I only want to know if it is required that I go to my hometown for this, because unlike some messiahs, mine is quite the distance away…

The community here would no doubt be interested to know that this year they aren’t asking for your religion, for the first time in an SA census. The race question is still being asked, though. I’ve said my bit about that here: http://dailymaverick.co.za/opinionista/2011-10-05-what-are-you

Yup, but since there’s no race classification board, your race is what you say it is. I can call myself black and according to the constitution no one is permitted to contradict me.

wonder who they will be sending into Orania…

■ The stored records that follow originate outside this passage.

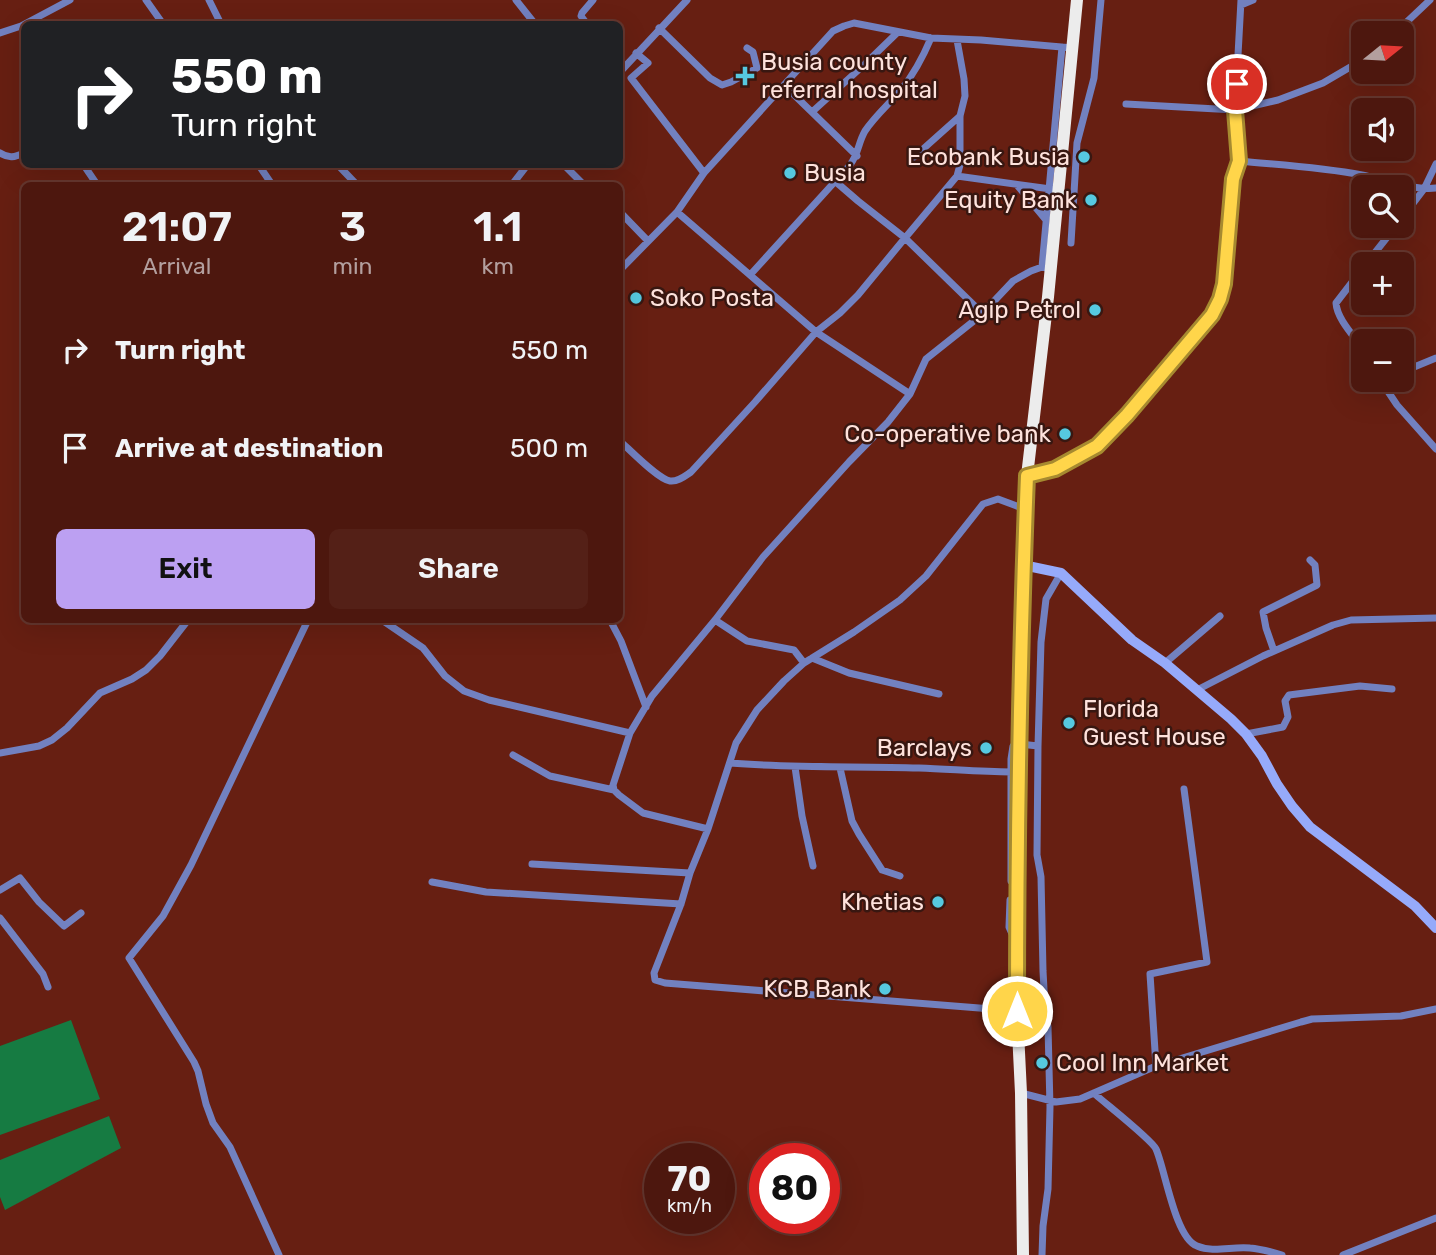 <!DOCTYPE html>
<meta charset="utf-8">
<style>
body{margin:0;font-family:Rubik,sans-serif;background:#542017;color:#f1f3f6;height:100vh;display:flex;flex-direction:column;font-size:26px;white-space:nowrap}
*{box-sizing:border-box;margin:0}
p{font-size:23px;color:#b39f9e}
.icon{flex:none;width:38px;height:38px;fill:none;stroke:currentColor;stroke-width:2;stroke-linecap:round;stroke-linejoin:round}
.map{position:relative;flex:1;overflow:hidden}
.panel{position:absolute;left:21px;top:182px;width:602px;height:441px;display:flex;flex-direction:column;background:#4d170e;border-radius:10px;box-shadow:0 7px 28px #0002,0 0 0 2px #64362e}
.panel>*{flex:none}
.top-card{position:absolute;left:21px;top:21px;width:602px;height:147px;border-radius:10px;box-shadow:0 7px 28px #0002,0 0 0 2px #64362e;background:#202124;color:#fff;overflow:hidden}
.needle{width:46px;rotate:72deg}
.tools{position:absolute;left:1351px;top:21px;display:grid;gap:14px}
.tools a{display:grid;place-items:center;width:63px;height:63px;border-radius:10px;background:#4d170e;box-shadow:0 7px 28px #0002,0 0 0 2px #64362e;font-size:35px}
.speed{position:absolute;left:644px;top:1143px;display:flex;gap:14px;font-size:35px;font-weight:700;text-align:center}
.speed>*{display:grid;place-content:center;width:91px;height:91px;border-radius:50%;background:#4d170e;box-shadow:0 7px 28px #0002,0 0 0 2px #64362e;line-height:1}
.speed small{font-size:18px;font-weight:400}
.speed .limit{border:10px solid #d22;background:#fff;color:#111}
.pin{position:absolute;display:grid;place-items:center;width:60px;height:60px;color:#fff;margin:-30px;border:4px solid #fff;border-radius:50%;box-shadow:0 2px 7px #0007}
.me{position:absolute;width:77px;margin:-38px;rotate:0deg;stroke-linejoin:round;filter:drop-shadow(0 0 5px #0008)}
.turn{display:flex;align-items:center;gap:24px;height:147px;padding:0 35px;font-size:32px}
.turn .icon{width:91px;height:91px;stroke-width:2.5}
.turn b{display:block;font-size:49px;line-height:60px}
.eta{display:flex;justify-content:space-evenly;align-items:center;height:119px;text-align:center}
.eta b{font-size:42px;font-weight:600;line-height:49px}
.button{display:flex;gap:14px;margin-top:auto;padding:14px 35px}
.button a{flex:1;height:80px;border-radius:10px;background:#bca0f2;color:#111;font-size:28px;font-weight:600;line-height:80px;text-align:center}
.button a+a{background:#542017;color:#f1f3f6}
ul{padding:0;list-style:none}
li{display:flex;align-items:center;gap:21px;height:98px;padding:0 35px}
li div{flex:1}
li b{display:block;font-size:26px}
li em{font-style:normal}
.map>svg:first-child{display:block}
</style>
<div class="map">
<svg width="1436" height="1255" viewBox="0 0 1436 1255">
<rect width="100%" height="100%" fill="#671f12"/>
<path fill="#167b42" d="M71,1020L100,1099L0,1135V1046Z
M109,1116L121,1148L5,1210L0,1197V1160Z"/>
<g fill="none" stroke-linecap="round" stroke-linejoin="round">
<path stroke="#7281c0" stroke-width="7" d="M146,0L163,24
M209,0L221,24
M516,0L535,24
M1241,5L1253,0
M587,24L581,16L582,13L593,0
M659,28L710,78L722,85L731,82L757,68L753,52L747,48
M0,33L21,26L70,0
M1395,33L1430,0
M957,40L964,79L965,96L960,116V165L957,176
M636,53L648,63L631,78L704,173
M620,72L687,0
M785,86L857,156
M1126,104L1235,110L1278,100L1323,83L1352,66L1363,57
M812,112L865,64L898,32
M0,153C9,159 15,157 24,153
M913,158L960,116
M1239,161C1280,165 1321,167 1362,175C1383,179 1415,191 1436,188
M83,164L98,186
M258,164L273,186
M337,164L358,186
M563,164L585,186
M1017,185L1046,220
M511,186L528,164
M620,212L648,241
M677,212L816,332L910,394
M1402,218L1424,189L1436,164
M1071,243L1077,143L1094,78L1101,0
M1366,264L1396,226
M1042,267L1062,47
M1363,268L1336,303C1337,319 1354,336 1363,349
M620,270L677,212L704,173L833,31L844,26L854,23L931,38L981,40L1073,48
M750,275L850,165C859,153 858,143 865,131C875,116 890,103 901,90C914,74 923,57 931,38
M982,313L905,238L957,176L1058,190
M1402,372L1436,358
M1384,380L1383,384L1397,405L1436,449
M620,441C630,450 658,479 670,481C678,482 685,476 691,472L755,402L816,332L840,313L858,295L905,238L858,201L836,182
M1027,476L1055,469L1097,446L1127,415L1211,315L1220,299L1224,284L1233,179L1239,161L1235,110L1241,0
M382,620L423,648L445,676L464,691L489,700L630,733
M610,620L621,641L646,707
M715,620L747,641L794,650L804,663
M1274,651L1266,628L1263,612L1317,585L1315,565L1310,560
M812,658L849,673L939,694
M1165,663L1220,616
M1197,690L1263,656L1333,625L1351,620L1436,618
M1246,734L1283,727L1288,717L1285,701L1289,695L1360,686L1392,689
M1038,746L1041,642L1046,599L1061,573
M0,753L39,746L52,740L67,728L100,693L132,679L146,670L160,656L188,620
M513,755L550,776L614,790
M730,763C793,768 856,766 919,768C950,769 980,772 1011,772
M795,767L802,816L813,866
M840,768L852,821L859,834L882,870L900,876
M708,829L643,813L619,795L614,790L613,785L630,733L652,696L715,620L763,557L849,462L888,422L910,394L926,359L980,316L1013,281L1031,271L1042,267L1049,269
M532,864L690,873
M1011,881V759L1013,746L1020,744L1038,746L1037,855L1041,877L1043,971L1045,1008L1048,1027L1050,1107L1048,1189L1043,1226L1042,1255
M432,882L486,892L681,904
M0,890L20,878L39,902L64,926L81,913
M1010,900L1009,927L1013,936
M0,918L43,974L48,987
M1017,1011L665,983L655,980L654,973L681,904L690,873L708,829L736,743L757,710L784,681L804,663L854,632L900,600L926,576L983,504L998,499L1025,509
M1156,1066L1150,974L1207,962L1184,789
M1021,1093L1056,1102L1080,1099L1156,1066L1301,1022L1312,1019L1401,1016L1436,1009
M1096,1095C1106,1104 1152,1140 1156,1149C1165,1169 1175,1238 1197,1246C1213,1253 1233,1246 1250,1248C1261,1249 1272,1252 1282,1255
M279,1255L230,1147L213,1123L206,1104L198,1071L194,1062L129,958L163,916L191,865L308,620
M1343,1255L1436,1218"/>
<path stroke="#96aafa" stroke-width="10" d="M1023,565L1061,573L1132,640L1165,663L1231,719L1246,734L1262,756L1277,784L1292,806L1310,827L1415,906L1436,928"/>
<path stroke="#ececec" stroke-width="12" d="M1023,1255L1021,1093L1017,1011L1016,899L1023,565L1027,476L1048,297L1077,0"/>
</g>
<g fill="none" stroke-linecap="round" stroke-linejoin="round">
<defs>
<path id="route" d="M1017,1011C1017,832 1020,654 1027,476L1055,469L1097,446L1127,415L1212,315L1220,299L1224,284L1233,179L1239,161L1235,110L1237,84"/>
</defs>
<use href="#route" stroke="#a68a30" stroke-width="18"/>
<use href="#route" stroke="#ffd54a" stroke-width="12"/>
</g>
<g fill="#56c9e0" stroke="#381711" stroke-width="2.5">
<path d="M741.5 65.5h7v7h7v7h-7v7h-7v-7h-7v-7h7z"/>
<circle cx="1084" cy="157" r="7"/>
<circle cx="790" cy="173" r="7"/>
<circle cx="1091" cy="200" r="7"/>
<circle cx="636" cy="298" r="7"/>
<circle cx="1095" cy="310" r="7"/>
<circle cx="1065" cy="434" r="7"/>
<circle cx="1069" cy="723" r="7"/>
<circle cx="986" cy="748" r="7"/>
<circle cx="938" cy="902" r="7"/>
<circle cx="885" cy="989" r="7"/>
<circle cx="1042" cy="1063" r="7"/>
</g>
<g text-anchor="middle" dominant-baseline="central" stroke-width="5" stroke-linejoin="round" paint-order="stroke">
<g font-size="24" fill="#fee2dc" stroke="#381711" text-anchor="end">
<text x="761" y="62" text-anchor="start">Busia county<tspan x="761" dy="28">referral hospital</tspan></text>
<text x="1070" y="157">Ecobank Busia</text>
<text x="804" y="173" text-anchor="start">Busia</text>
<text x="1077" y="200">Equity Bank</text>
<text x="650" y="298" text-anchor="start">Soko Posta</text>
<text x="1081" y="310">Agip Petrol</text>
<text x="1051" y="434">Co-operative bank</text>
<text x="1083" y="709" text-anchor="start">Florida<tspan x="1083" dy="28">Guest House</tspan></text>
<text x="972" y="748">Barclays</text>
<text x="924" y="902">Khetias</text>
<text x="871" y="989">KCB Bank</text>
<text x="1056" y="1063" text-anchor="start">Cool Inn Market</text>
</g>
</g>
</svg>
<div class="tools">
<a><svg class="needle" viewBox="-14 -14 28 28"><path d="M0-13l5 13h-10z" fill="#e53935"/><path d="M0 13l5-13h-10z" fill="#b39f9e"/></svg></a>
<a><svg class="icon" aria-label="sound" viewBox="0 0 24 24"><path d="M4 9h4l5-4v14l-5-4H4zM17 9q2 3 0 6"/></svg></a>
<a><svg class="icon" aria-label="search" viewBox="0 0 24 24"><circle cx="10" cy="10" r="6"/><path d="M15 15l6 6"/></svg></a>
<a>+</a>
<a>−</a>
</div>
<div class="speed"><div>70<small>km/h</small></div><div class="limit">80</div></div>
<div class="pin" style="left:1237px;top:84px;background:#d93025"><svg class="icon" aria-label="arrive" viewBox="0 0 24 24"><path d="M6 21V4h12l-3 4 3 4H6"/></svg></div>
<svg class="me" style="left:1017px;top:1011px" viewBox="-20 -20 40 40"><circle r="17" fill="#ffd54a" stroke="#fff" stroke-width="3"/><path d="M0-11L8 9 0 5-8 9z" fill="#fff"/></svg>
<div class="top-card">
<div class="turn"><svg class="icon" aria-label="right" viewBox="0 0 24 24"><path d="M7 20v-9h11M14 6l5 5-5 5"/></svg><div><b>550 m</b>Turn right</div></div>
</div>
<section class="panel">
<div class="eta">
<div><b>21:07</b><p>Arrival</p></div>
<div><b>3</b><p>min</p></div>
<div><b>1.1</b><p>km</p></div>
</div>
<ul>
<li><svg class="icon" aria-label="right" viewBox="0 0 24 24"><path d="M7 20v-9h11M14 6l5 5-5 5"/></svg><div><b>Turn right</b></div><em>550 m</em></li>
<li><svg class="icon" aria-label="arrive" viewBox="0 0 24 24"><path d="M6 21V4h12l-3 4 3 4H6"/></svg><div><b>Arrive at destination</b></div><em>500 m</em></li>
</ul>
<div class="button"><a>Exit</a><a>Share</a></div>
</section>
</div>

Great, I was going to do my bit for atheist demographics. Now I can’t. :frowning:

If this is true, then it could instantly solve many companies’ BBBBBBBBBEEEEEEE requirements! Also, by handing in my gun and badge as a member of the “non-designated group”, I could vastly improve my career opportunities … interesting possibility! :slight_smile:


That’s what they do at the Free Market Foundation. Each year they classify all their staff as a different race. So this year, they’re all black, next year they’re all Indian and so on. No one can say them nay because it’s unconstitutional to do so. Other companies just don’t have the balls to stand up and do the same.

Um, yes - that’s basically the topic of the column.

I’m not going to participate.I’m a private citizen and wish to remain as such. My income, level of education, living conditions etc… are my private business and government doesn’t have any right to collect this information.